--- GOAL OF THE EXERCISE ---
Starting from the line in which "Road topology of" appears, set down each line exactly through the end of the listing, and nothing else. Leave out pictures.

::::

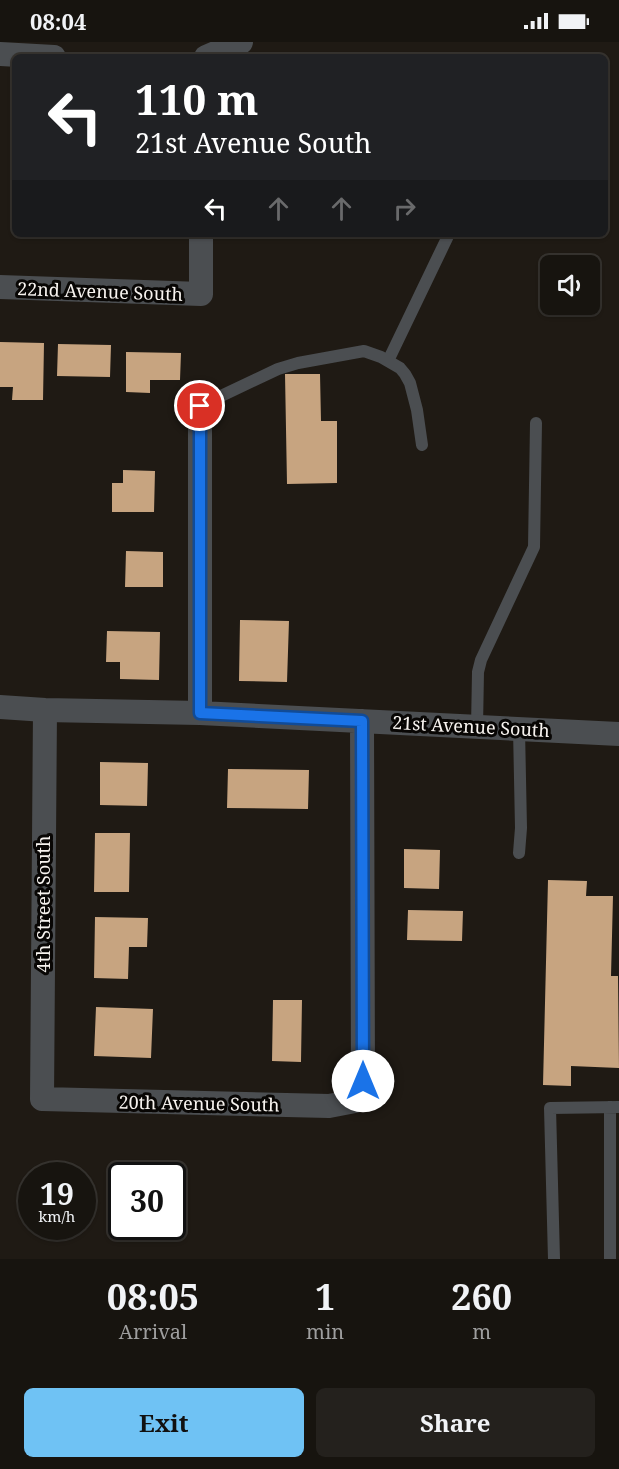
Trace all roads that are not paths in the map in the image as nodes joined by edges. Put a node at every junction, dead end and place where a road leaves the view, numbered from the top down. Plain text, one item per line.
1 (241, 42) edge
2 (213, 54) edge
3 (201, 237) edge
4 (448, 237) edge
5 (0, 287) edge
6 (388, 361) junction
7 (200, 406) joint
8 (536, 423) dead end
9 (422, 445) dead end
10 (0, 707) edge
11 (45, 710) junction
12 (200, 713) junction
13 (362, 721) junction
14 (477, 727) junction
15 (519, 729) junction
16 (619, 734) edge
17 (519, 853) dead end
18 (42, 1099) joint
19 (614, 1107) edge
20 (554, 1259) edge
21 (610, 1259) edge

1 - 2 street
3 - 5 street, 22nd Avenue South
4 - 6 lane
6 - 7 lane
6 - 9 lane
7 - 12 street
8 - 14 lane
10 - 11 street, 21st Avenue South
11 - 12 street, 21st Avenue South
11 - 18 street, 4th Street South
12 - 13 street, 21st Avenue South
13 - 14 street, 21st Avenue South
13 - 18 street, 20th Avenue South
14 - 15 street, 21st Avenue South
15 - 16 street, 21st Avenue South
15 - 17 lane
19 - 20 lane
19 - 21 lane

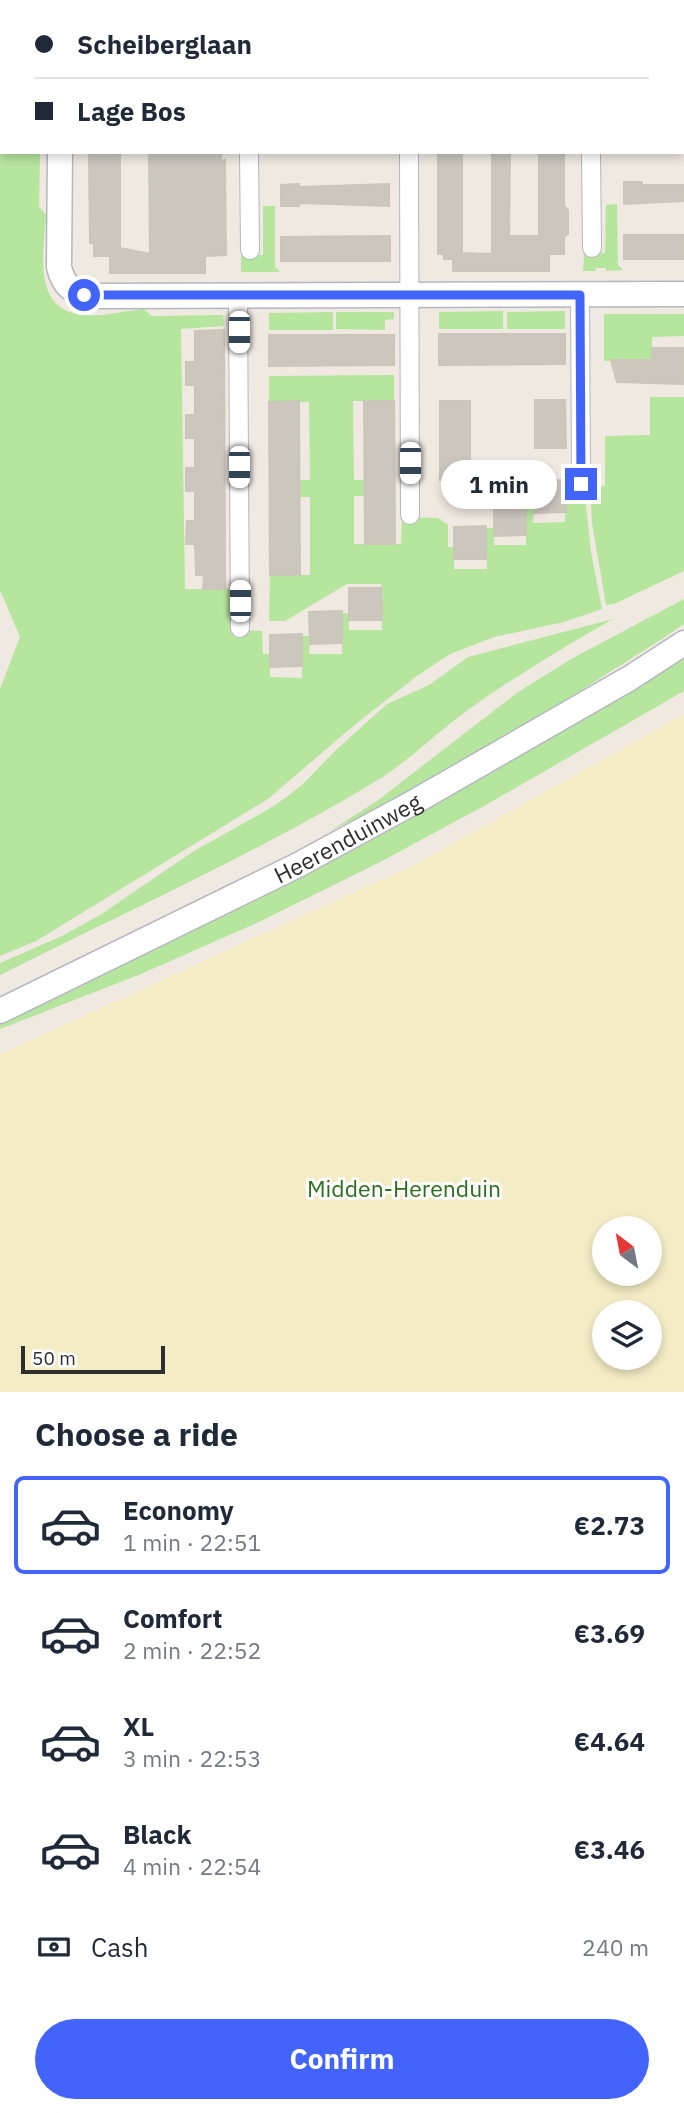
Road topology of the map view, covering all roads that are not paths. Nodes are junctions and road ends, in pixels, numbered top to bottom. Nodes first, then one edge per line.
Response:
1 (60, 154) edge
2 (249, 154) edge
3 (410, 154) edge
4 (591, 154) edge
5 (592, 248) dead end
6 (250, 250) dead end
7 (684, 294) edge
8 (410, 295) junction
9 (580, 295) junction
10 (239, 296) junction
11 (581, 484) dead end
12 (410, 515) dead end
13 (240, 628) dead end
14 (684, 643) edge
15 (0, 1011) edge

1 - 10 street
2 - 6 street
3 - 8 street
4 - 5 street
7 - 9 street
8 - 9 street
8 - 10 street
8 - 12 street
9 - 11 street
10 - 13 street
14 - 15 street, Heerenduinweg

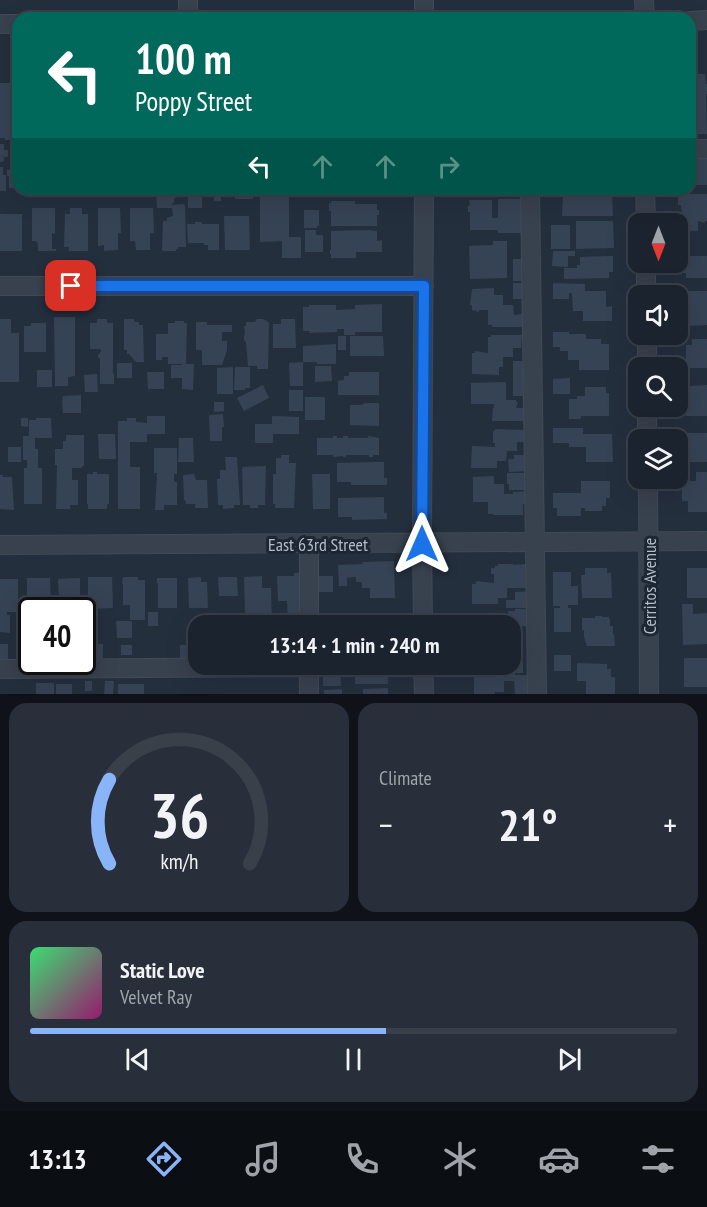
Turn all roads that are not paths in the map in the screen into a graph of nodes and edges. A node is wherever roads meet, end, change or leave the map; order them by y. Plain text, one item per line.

::::

--- WORKED SOLUTION ---
Road topology of the map view, covering all roads that are not paths. Nodes are junctions and road ends, in pixels, numbered top to bottom. Nodes first, then one edge per line.
Response:
1 (60, 154) edge
2 (249, 154) edge
3 (410, 154) edge
4 (591, 154) edge
5 (592, 248) dead end
6 (250, 250) dead end
7 (684, 294) edge
8 (410, 295) junction
9 (580, 295) junction
10 (239, 296) junction
11 (581, 484) dead end
12 (410, 515) dead end
13 (240, 628) dead end
14 (684, 643) edge
15 (0, 1011) edge

1 - 10 street
2 - 6 street
3 - 8 street
4 - 5 street
7 - 9 street
8 - 9 street
8 - 10 street
8 - 12 street
9 - 11 street
10 - 13 street
14 - 15 street, Heerenduinweg

Turn all roads that are not paths in the map in the screen into a graph of nodes and edges. A node is wherever roads meet, end, change or leave the map; order them by y. Plain text, one item per line.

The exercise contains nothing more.